The Forum for the Rule of Law in Israel and OMETZ, the Movement for the Quality of Government in Israel, also complained to the court that the slow pace of the investigation and the public pressure on Attorney-General Yehuda Weinstein, which was a prelude to his decision to widen it, raise severe doubts about how long it will continue to drag and whether criminal charges are seriously being considered.

The Harpaz Affair refers to an alleged plot by Lt.-Col. (res.) Boaz Harpaz, and possibly others, to illegally undermine former defense minister Ehud Barak’s choice to succeed former IDF chief-of-staff Gabi Ashkenazi as part of a more general battle between Barak and Ashkenazi involving both sides allegedly spying and spreading misinformation about the other.

The background which the NGOs frequently fell back on to criticize Weinstein was that for months, Weinstein refused to order any investigation into any of the major individuals involved. These included Barak, Ashkenazi and some of their aids, despite being repeatedly pushed to do so by former state comptroller Micha Lindenstrauss.

When Weinstein finally permitted an investigation to go forward in January, he limited it to Ashkenazi and his top aid, Col. (res.) Ezer Viner and only for a military investigation into possible conduct unbecoming, but with no more serious civilian charges.



For months there were public indications that Military Advocate-General Maj.-Gen.

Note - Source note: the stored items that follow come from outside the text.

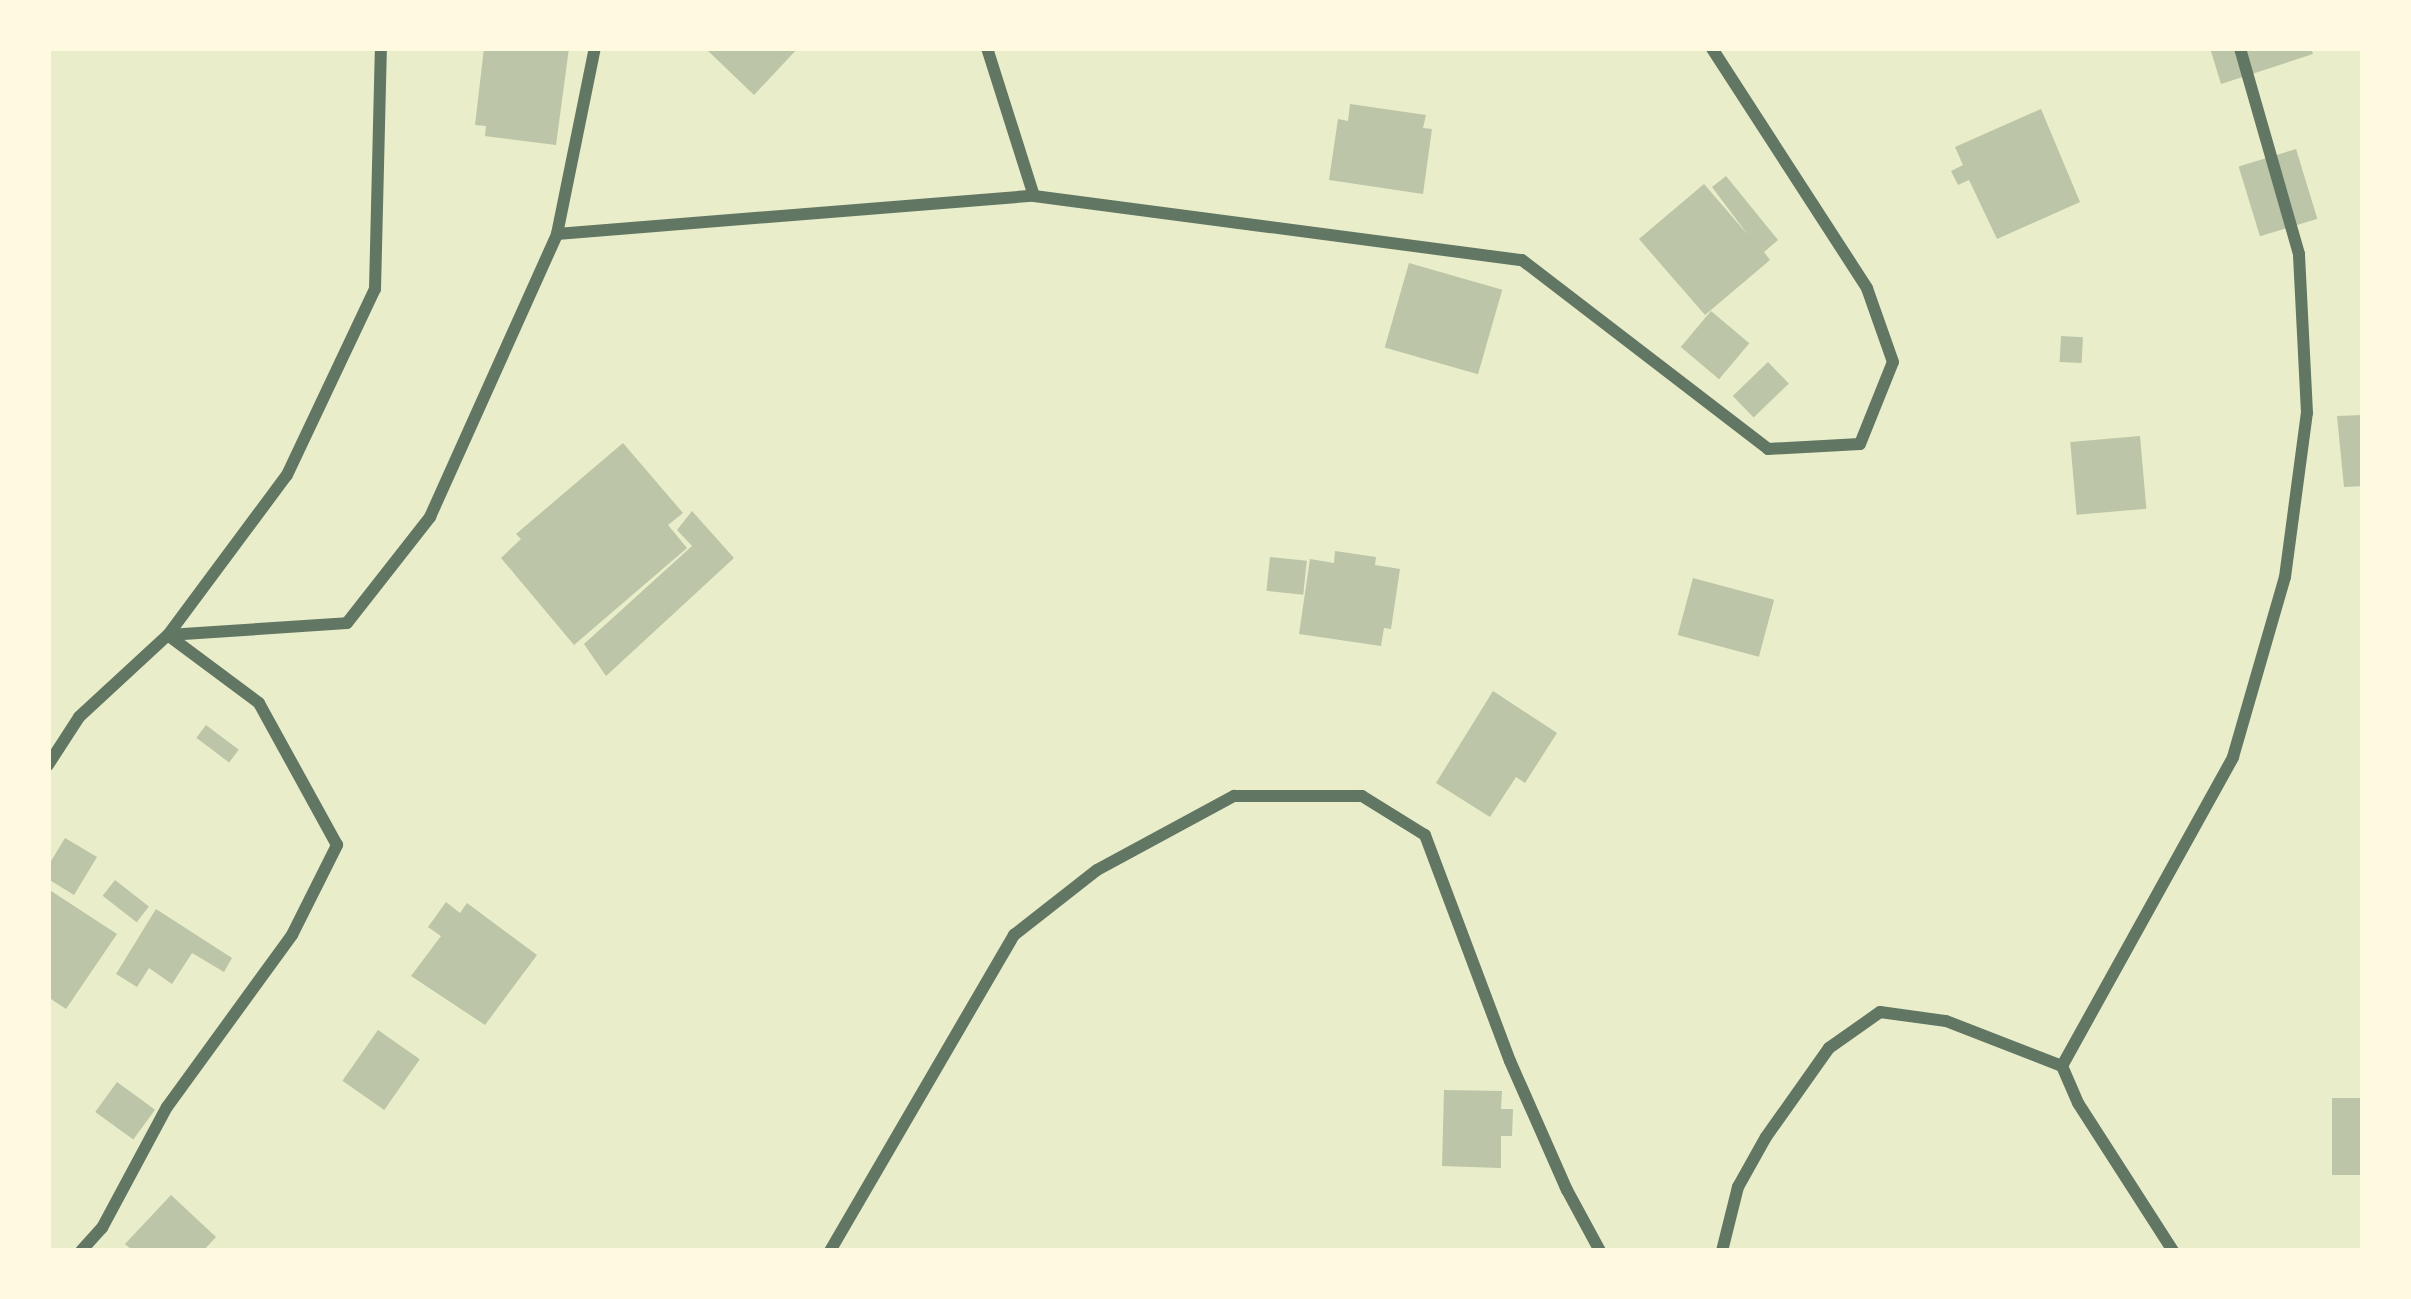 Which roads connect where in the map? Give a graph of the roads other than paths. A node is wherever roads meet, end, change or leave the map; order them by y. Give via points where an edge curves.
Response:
1 (381, 48) edge
2 (595, 48) edge
3 (987, 48) edge
4 (1712, 48) edge
5 (2240, 48) edge
6 (1034, 196) junction
7 (556, 235) junction
8 (168, 635) junction
9 (48, 765) edge
10 (2062, 1066) junction
11 (81, 1251) edge
12 (830, 1251) edge
13 (1600, 1251) edge
14 (1722, 1251) edge
15 (2174, 1251) edge

1 - 8 street via 375,289 286,475
2 - 7 street
3 - 6 street
4 - 6 street via 1867,288 1893,362 1859,444 1768,449 1522,260
5 - 10 street via 2299,254 2307,413 2285,577 2233,757
6 - 7 street
7 - 8 street via 430,517 347,623
8 - 9 street via 79,717
8 - 11 street via 260,703 338,845 292,934 167,1107 102,1228
10 - 14 street via 1946,1021 1880,1012 1829,1048 1766,1137 1738,1187
10 - 15 street
12 - 13 street via 1014,935 1097,870 1234,796 1362,796 1425,835 1510,1061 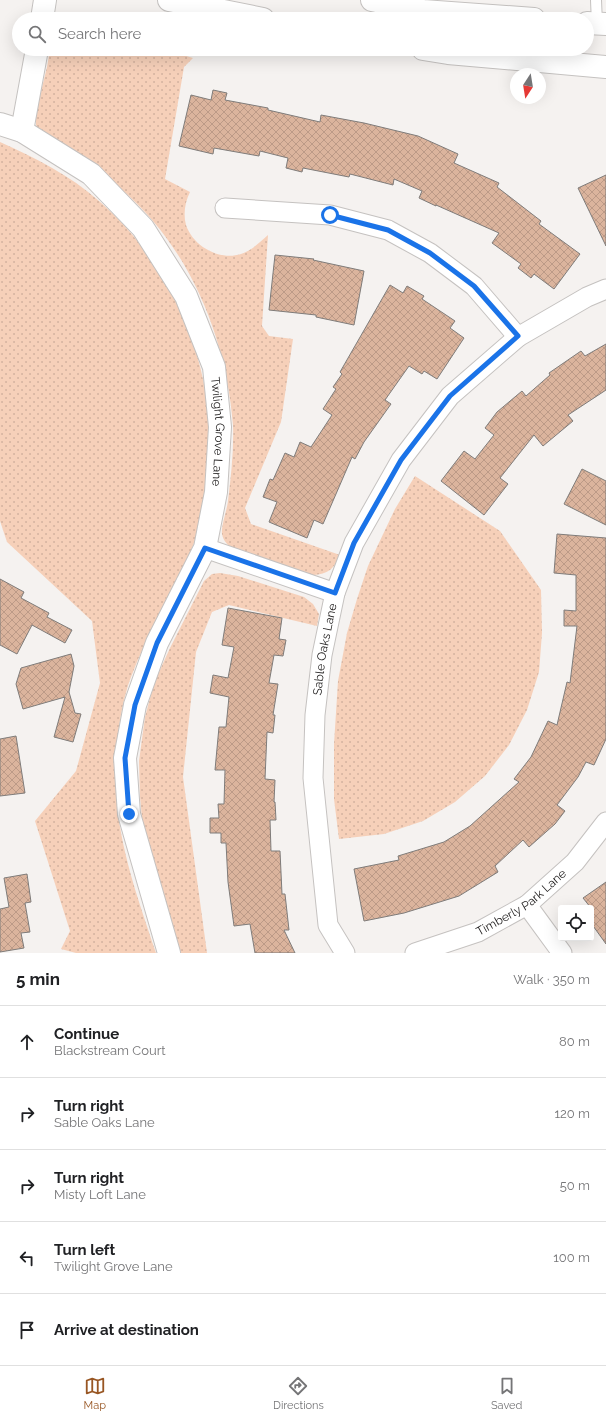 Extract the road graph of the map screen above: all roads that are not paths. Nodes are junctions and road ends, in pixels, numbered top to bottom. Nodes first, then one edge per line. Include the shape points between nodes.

Danny Efroni was pushing for widening the investigation to include more serious criminal charges, but that Weinstein was still resisting.

When Weinstein finally ordered a wider investigation into Ashkenazi and Viner’s conduct in August, the public perception was that he had done so under pressure from the officials mentioned as well as the current petition before the High Court.

Though the High Court clearly believed that the NGOs achieved their primary objective and that there is no reason for them to continue their petition, the NGOs object to the fact that neither Barak nor any of his aids are under investigation.

They also object that even as Weinstein included the possibility of more serious charges against Ashkenazi and Viner, there was no explicit possible charge matching Barak’s allegation that Ashkenazi was behind the Harpaz Affair and was attempting a “putsch” against Barak as his civilian superior on matters of defense policy.

Essentially, the state and the court responded that since the investigation was only recently broadened and has not yet concluded, it is still possible that it will be broadened further to satisfy the NGOs’ additional issues, making any court intervention before that time premature.